Distribution plots

Packages: dplyr, tidyr, ggplot2, ggdist, likert, ggridges


Investigating the distribution of variables in an ESM dataset is crucial. Examining the distribution can provide insights into the data, such as whether it is normally distributed or skewed, whether it contains outliers or extreme values, whether it has floor or roof effects, and whether it has different distribution modalities (unimodal, bimodal, multimodal). Furthermore, it is important to ensure that the distribution of the data meets the assumptions of statistical models, such as normality, homogeneity of variance, and independence of observations. Histograms can help to identify deviations from these assumptions.

Different types of plots allow this investigation. For all of them, it is possible to display only one variable or multiple variables.

Conditional distributions: grouping for variables

Participants and groups

The shapes of the distributions such as modalities (e.g., unimodal, bimodal, multimodal) and others (e.g., skewed) can also be inspected for participants or groups. To do so, we can plot:

  1. a unique variable and multiple participants
  2. multiple variables and participants
  3. a unique variable and multiple participants with density functions.
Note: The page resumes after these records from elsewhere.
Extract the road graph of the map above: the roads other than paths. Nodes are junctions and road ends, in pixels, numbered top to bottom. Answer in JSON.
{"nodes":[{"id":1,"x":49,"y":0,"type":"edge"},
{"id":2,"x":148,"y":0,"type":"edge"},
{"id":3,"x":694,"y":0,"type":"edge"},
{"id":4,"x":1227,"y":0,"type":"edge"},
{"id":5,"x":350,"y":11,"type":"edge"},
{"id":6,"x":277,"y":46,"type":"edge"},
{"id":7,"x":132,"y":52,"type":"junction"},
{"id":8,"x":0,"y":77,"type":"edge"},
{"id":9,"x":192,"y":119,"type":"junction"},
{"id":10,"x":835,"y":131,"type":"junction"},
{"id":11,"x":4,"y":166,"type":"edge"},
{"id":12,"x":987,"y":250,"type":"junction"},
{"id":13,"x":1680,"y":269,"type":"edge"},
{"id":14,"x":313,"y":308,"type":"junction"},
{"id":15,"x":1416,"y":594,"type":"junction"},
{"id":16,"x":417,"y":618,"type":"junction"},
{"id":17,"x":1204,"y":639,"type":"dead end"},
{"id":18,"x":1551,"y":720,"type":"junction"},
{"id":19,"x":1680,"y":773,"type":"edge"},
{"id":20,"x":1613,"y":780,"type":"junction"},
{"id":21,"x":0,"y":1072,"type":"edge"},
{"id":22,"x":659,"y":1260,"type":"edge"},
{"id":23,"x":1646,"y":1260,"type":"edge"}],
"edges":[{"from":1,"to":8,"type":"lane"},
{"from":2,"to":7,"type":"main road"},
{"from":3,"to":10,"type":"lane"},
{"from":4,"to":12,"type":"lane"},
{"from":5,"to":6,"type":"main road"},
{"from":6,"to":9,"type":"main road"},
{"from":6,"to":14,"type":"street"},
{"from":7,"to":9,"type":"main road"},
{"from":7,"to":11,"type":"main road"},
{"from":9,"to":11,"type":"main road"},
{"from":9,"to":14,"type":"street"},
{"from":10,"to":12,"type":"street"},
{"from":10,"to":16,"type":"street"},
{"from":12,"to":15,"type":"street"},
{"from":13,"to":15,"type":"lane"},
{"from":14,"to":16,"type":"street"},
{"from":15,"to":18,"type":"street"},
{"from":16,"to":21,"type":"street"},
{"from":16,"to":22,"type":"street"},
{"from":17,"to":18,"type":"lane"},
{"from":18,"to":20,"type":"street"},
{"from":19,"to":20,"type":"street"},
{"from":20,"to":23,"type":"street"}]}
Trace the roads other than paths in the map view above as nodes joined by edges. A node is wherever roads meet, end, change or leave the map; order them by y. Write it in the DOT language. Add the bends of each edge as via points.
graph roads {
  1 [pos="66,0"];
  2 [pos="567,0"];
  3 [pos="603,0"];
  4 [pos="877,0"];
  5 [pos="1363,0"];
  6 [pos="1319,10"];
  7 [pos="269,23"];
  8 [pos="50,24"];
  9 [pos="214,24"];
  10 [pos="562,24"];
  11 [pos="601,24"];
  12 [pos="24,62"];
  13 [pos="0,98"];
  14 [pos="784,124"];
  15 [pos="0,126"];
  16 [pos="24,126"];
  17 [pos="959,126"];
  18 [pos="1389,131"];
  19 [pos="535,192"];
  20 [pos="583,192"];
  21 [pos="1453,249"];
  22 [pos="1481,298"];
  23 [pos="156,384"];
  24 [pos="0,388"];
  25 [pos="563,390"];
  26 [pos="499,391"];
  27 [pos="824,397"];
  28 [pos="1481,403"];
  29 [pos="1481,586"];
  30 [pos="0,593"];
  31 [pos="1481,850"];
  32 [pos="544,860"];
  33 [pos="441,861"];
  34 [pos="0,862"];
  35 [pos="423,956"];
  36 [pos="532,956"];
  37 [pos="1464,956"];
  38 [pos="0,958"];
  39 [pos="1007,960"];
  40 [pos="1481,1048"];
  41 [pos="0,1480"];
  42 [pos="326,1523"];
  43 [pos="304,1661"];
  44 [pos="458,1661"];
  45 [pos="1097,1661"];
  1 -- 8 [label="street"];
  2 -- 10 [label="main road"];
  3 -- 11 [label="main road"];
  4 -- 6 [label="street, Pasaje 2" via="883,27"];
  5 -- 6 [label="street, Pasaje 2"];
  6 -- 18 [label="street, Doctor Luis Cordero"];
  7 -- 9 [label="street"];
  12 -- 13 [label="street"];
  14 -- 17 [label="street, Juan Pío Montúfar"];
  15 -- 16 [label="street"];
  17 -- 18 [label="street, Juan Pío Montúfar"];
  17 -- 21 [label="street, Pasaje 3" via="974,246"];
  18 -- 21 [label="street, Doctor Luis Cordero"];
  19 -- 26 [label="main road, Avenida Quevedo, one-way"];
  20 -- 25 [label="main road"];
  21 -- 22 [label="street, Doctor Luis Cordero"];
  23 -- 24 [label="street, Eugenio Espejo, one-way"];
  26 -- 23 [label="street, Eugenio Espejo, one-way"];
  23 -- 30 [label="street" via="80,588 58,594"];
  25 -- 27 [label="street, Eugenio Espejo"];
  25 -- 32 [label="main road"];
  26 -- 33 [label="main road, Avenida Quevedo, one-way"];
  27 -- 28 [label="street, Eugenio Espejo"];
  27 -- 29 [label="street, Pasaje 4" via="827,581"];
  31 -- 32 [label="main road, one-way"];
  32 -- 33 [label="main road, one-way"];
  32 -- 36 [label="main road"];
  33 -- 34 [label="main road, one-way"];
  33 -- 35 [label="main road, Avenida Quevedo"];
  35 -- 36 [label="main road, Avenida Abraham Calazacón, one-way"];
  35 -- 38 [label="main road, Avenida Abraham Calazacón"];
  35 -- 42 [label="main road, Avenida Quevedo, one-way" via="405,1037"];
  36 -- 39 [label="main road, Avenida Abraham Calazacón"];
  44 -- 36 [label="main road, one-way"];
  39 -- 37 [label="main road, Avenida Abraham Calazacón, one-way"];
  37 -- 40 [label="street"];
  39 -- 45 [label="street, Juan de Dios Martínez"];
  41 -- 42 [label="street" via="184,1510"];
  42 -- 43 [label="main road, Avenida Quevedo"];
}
Note that the ‘filter()’ function is used to select the participants to display. Displaying all participants can be overwhelming in function of the plot type and the number of participants.

data %>% filter(id %in% c(1, 30, 50)) %>% 
    ggplot(aes(x=PA1)) +  
        geom_histogram(bins=30) +
        facet_grid(id~.)

To investigate group differences, the participant identification variable (“id”) that we used in the previous plots can be replaced by a group variable (for instance ‘cond_perso’) for the next plots. Because groups often have multiple modes, we can unite the distributions in the same plot, as follows:

data %>%
    ggplot(aes(x=PA1, color=factor(cond_perso))) +  
        geom_histogram(aes(y = ..density.., fill=factor(cond_perso)), alpha = 0.2) +
        geom_density(alpha = 1) 

Time variables

ESM studies unfold during a period of time and questions are often asked multiple times a day. As life follows periods, it is probable that distributions of variables (e.g., positive affects, energy) can differ over time, such as between periods of the day, between days in a week or between different weeks. Again, the above plots can be used to explore such differences by grouping distributions based on time variables. For instance, the below plot allows us to investigate if there are differences in distributions at different periods of the day (i.e., morning, afternoon).

data %>%
    ggplot(aes(x=PA1)) +  # Display variable on the two axis of the plot
        geom_histogram() +
        facet_grid(period~.)

Categorical and Likert scales

In addition to the widespread utilization of slider scales in ESM studies, it is important to note that categorical and Likert scales (ranging from 1 to 7) are also frequently employed. Especially for Likert scales, the Likert package can be employed. This package provides convenient functionalities to generate visually appealing distribution plots of Likert scale responses, helping to gain insights into the patterns and distributions of participants’ ratings across the scale items.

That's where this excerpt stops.